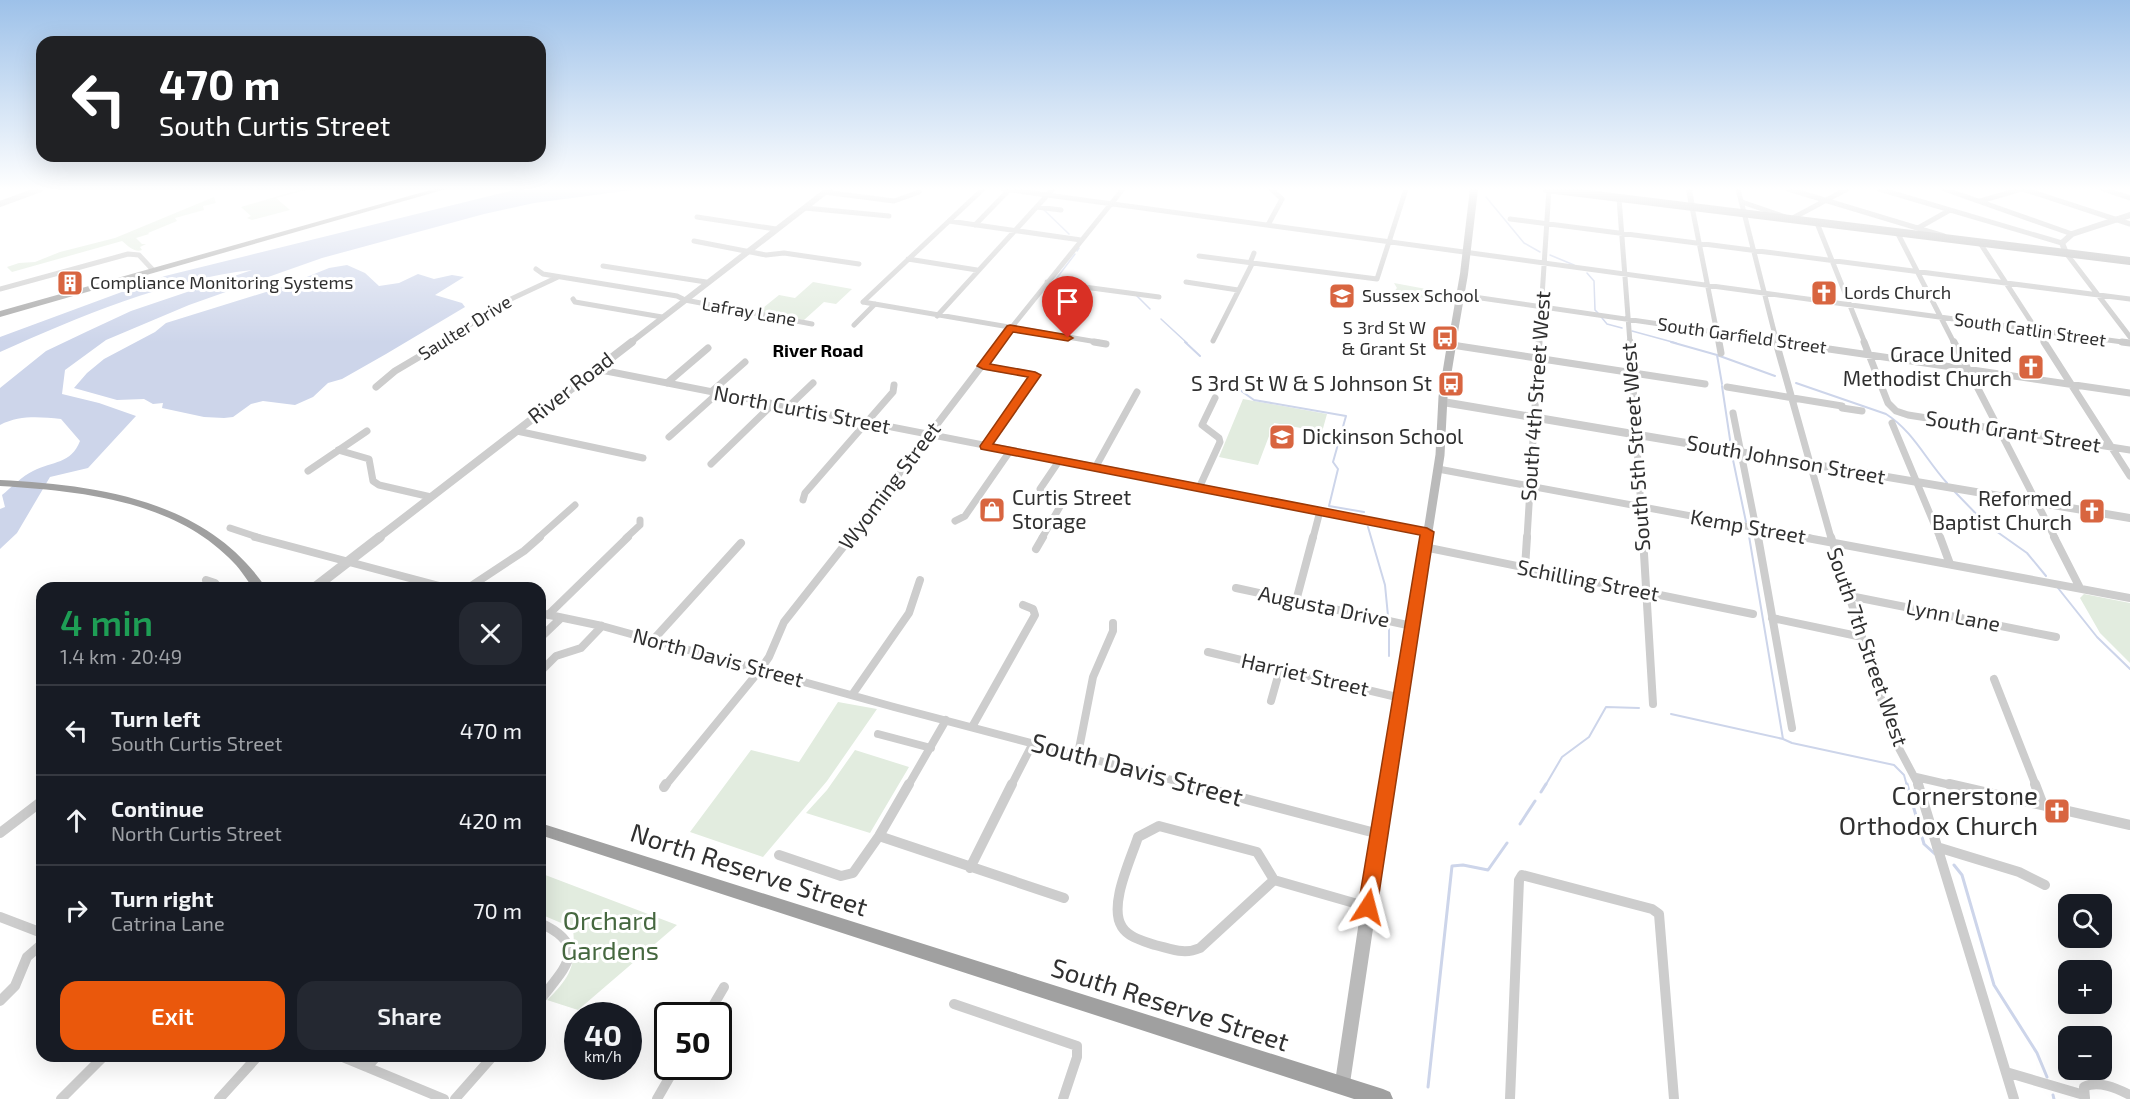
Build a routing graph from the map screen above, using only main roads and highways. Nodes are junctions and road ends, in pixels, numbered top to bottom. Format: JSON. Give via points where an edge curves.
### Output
{"nodes":[{"id":1,"x":259,"y":240,"type":"edge"},
{"id":2,"x":1469,"y":240,"type":"edge"},
{"id":3,"x":1965,"y":240,"type":"edge"},
{"id":4,"x":2130,"y":262,"type":"edge"},
{"id":5,"x":0,"y":314,"type":"edge"},
{"id":6,"x":0,"y":483,"type":"edge"},
{"id":7,"x":256,"y":582,"type":"edge"},
{"id":8,"x":546,"y":831,"type":"edge"},
{"id":9,"x":942,"y":958,"type":"joint"},
{"id":10,"x":1341,"y":1092,"type":"edge"},
{"id":11,"x":1383,"y":1099,"type":"edge"}],
"edges":[{"from":1,"to":5,"type":"main road"},
{"from":2,"to":10,"type":"main road","via":[[1443,402],[1443,436]]},
{"from":3,"to":4,"type":"main road"},
{"from":6,"to":7,"type":"highway","via":[[64,488],[148,507],[190,525],[235,556]]},
{"from":8,"to":9,"type":"highway","name":"North Reserve Street"},
{"from":9,"to":10,"type":"highway","name":"South Reserve Street"},
{"from":10,"to":11,"type":"highway","name":"South Reserve Street"}]}
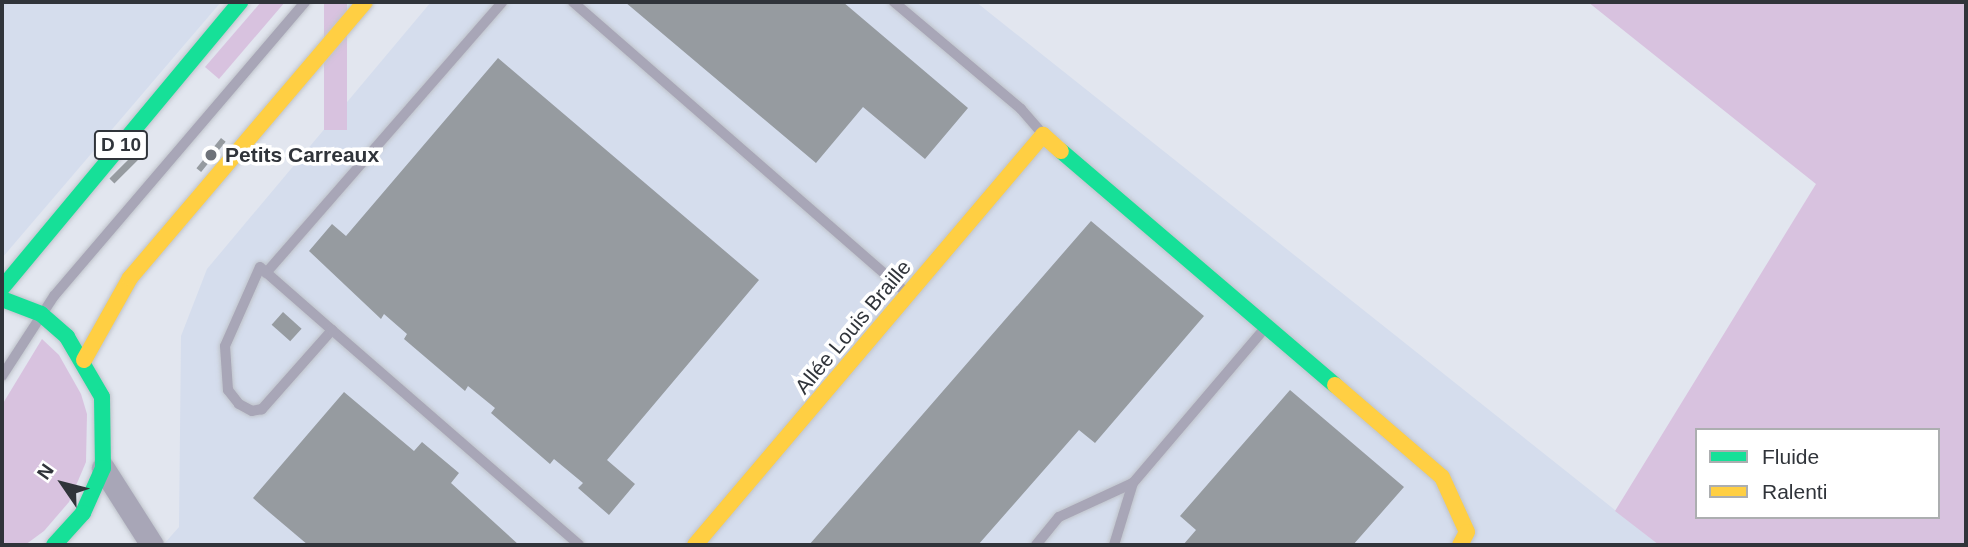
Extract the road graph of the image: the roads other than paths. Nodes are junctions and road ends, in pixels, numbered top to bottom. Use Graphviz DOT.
graph roads {
  1 [pos="240,2"];
  2 [pos="305,2"];
  3 [pos="365,2"];
  4 [pos="502,2"];
  5 [pos="573,2"];
  6 [pos="894,2"];
  7 [pos="1043,135"];
  8 [pos="266,273"];
  9 [pos="2,288"];
  10 [pos="908,294"];
  11 [pos="2,299"];
  12 [pos="41,314"];
  13 [pos="1265,328"];
  14 [pos="332,330"];
  15 [pos="84,360"];
  16 [pos="2,376"];
  17 [pos="103,468"];
  18 [pos="1133,483"];
  19 [pos="1464,539"];
  20 [pos="54,545"];
  21 [pos="152,545"];
  22 [pos="579,545"];
  23 [pos="695,545"];
  24 [pos="1035,545"];
  25 [pos="1114,545"];
  1 -- 9 [label="main road, D 10"];
  2 -- 12 [label="lane"];
  3 -- 15 [label="main road"];
  4 -- 8 [label="lane"];
  5 -- 10 [label="lane"];
  6 -- 7 [label="lane"];
  7 -- 10 [label="main road, Allée Louis Braille"];
  7 -- 13 [label="main road"];
  8 -- 14 [label="lane"];
  8 -- 14 [label="lane"];
  10 -- 23 [label="main road, Allée Louis Braille"];
  11 -- 12 [label="main road"];
  12 -- 15 [label="main road"];
  12 -- 16 [label="lane"];
  13 -- 18 [label="lane"];
  13 -- 19 [label="main road"];
  14 -- 22 [label="lane"];
  15 -- 17 [label="main road"];
  17 -- 20 [label="main road"];
  17 -- 21 [label="street"];
  18 -- 24 [label="lane"];
  18 -- 25 [label="lane"];
}
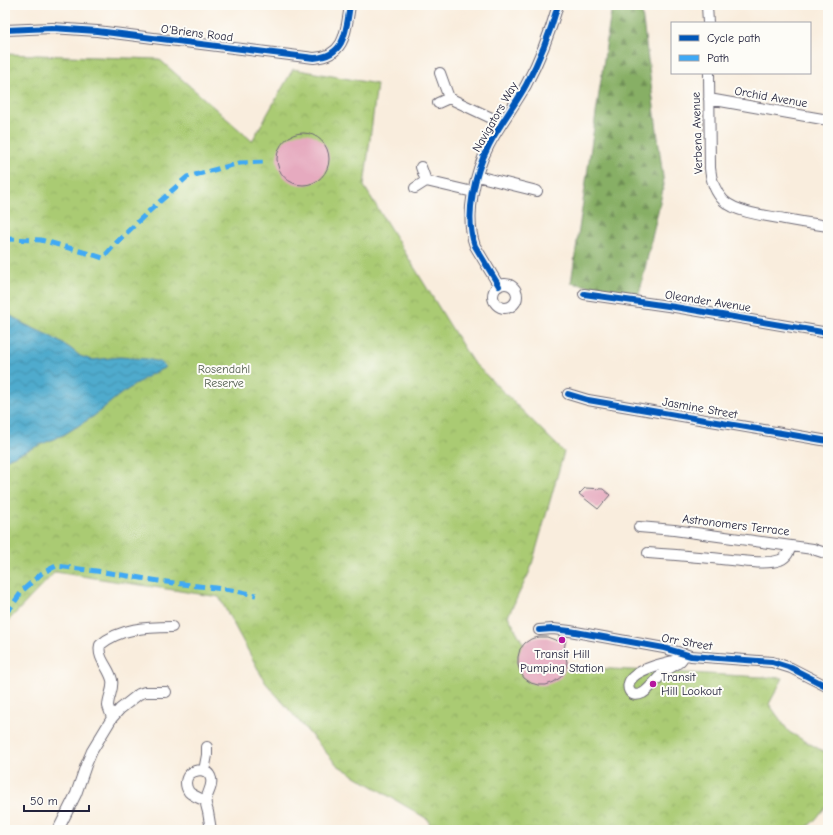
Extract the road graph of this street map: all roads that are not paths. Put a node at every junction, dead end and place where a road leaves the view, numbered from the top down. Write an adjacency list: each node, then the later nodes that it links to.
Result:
1 (350, 5): 5 (street, O'Briens Road)
2 (558, 5): 12 (street, Navigators Way)
3 (707, 5): 4 (street)
4 (708, 22)
5 (5, 30)
6 (440, 73): 8 (street)
7 (709, 74): 9 (street, Verbena Avenue)
8 (449, 98): 10 (street); 12 (street)
9 (709, 99): 11 (street, Orchid Avenue); 19 (street, Verbena Avenue)
10 (438, 103)
11 (828, 120)
12 (502, 123): 14 (street, Navigators Way)
13 (421, 167): 15 (street)
14 (477, 176): 17 (street); 18 (street, Navigators Way)
15 (426, 181): 16 (street); 18 (street)
16 (415, 188)
17 (537, 191)
18 (473, 192): 20 (street, Navigators Way)
19 (828, 226)
20 (499, 286)
21 (584, 294): 22 (street, Oleander Avenue)
22 (828, 333)
23 (568, 394): 24 (street, Jasmine Street)
24 (828, 442)
25 (639, 527): 26 (street, Astronomers Terrace)
26 (792, 546): 27 (street); 28 (street, Astronomers Terrace)
27 (648, 553)
28 (828, 554)
29 (172, 626): 34 (street)
30 (539, 630): 31 (street, Orr Street)
31 (684, 657): 31 (street); 32 (street, Orr Street)
32 (828, 687)
33 (166, 692): 34 (street)
34 (112, 718): 38 (street)
35 (207, 747): 36 (street)
36 (204, 771): 37 (street); 37 (street)
37 (205, 801): 39 (street)
38 (58, 830)
39 (211, 830)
++++++++
**What the task requires**
Would you give the material back exactly, minus the pictures?

**Exercise answer**
Build a routing graph from the map screen above, using only main roads and highways. Nodes are junctions and road ends, in pixels, numbered top to bottom. Format: JSON. Give via points where an edge curves.
### Output
{"nodes":[{"id":1,"x":259,"y":240,"type":"edge"},
{"id":2,"x":1469,"y":240,"type":"edge"},
{"id":3,"x":1965,"y":240,"type":"edge"},
{"id":4,"x":2130,"y":262,"type":"edge"},
{"id":5,"x":0,"y":314,"type":"edge"},
{"id":6,"x":0,"y":483,"type":"edge"},
{"id":7,"x":256,"y":582,"type":"edge"},
{"id":8,"x":546,"y":831,"type":"edge"},
{"id":9,"x":942,"y":958,"type":"joint"},
{"id":10,"x":1341,"y":1092,"type":"edge"},
{"id":11,"x":1383,"y":1099,"type":"edge"}],
"edges":[{"from":1,"to":5,"type":"main road"},
{"from":2,"to":10,"type":"main road","via":[[1443,402],[1443,436]]},
{"from":3,"to":4,"type":"main road"},
{"from":6,"to":7,"type":"highway","via":[[64,488],[148,507],[190,525],[235,556]]},
{"from":8,"to":9,"type":"highway","name":"North Reserve Street"},
{"from":9,"to":10,"type":"highway","name":"South Reserve Street"},
{"from":10,"to":11,"type":"highway","name":"South Reserve Street"}]}
Extract the road graph of the image: the roads other than paths. Nodes are junctions and road ends, in pixels, numbered top to bottom. Use Graphviz DOT.
graph roads {
  1 [pos="240,2"];
  2 [pos="305,2"];
  3 [pos="365,2"];
  4 [pos="502,2"];
  5 [pos="573,2"];
  6 [pos="894,2"];
  7 [pos="1043,135"];
  8 [pos="266,273"];
  9 [pos="2,288"];
  10 [pos="908,294"];
  11 [pos="2,299"];
  12 [pos="41,314"];
  13 [pos="1265,328"];
  14 [pos="332,330"];
  15 [pos="84,360"];
  16 [pos="2,376"];
  17 [pos="103,468"];
  18 [pos="1133,483"];
  19 [pos="1464,539"];
  20 [pos="54,545"];
  21 [pos="152,545"];
  22 [pos="579,545"];
  23 [pos="695,545"];
  24 [pos="1035,545"];
  25 [pos="1114,545"];
  1 -- 9 [label="main road, D 10"];
  2 -- 12 [label="lane"];
  3 -- 15 [label="main road"];
  4 -- 8 [label="lane"];
  5 -- 10 [label="lane"];
  6 -- 7 [label="lane"];
  7 -- 10 [label="main road, Allée Louis Braille"];
  7 -- 13 [label="main road"];
  8 -- 14 [label="lane"];
  8 -- 14 [label="lane"];
  10 -- 23 [label="main road, Allée Louis Braille"];
  11 -- 12 [label="main road"];
  12 -- 15 [label="main road"];
  12 -- 16 [label="lane"];
  13 -- 18 [label="lane"];
  13 -- 19 [label="main road"];
  14 -- 22 [label="lane"];
  15 -- 17 [label="main road"];
  17 -- 20 [label="main road"];
  17 -- 21 [label="street"];
  18 -- 24 [label="lane"];
  18 -- 25 [label="lane"];
}
Extract the road graph of this street map: all roads that are not paths. Put a node at every junction, dead end and place where a road leaves the view, numbered from the top down. Write an adjacency list: each node, then the later nodes that it links to.
Result:
1 (350, 5): 5 (street, O'Briens Road)
2 (558, 5): 12 (street, Navigators Way)
3 (707, 5): 4 (street)
4 (708, 22)
5 (5, 30)
6 (440, 73): 8 (street)
7 (709, 74): 9 (street, Verbena Avenue)
8 (449, 98): 10 (street); 12 (street)
9 (709, 99): 11 (street, Orchid Avenue); 19 (street, Verbena Avenue)
10 (438, 103)
11 (828, 120)
12 (502, 123): 14 (street, Navigators Way)
13 (421, 167): 15 (street)
14 (477, 176): 17 (street); 18 (street, Navigators Way)
15 (426, 181): 16 (street); 18 (street)
16 (415, 188)
17 (537, 191)
18 (473, 192): 20 (street, Navigators Way)
19 (828, 226)
20 (499, 286)
21 (584, 294): 22 (street, Oleander Avenue)
22 (828, 333)
23 (568, 394): 24 (street, Jasmine Street)
24 (828, 442)
25 (639, 527): 26 (street, Astronomers Terrace)
26 (792, 546): 27 (street); 28 (street, Astronomers Terrace)
27 (648, 553)
28 (828, 554)
29 (172, 626): 34 (street)
30 (539, 630): 31 (street, Orr Street)
31 (684, 657): 31 (street); 32 (street, Orr Street)
32 (828, 687)
33 (166, 692): 34 (street)
34 (112, 718): 38 (street)
35 (207, 747): 36 (street)
36 (204, 771): 37 (street); 37 (street)
37 (205, 801): 39 (street)
38 (58, 830)
39 (211, 830)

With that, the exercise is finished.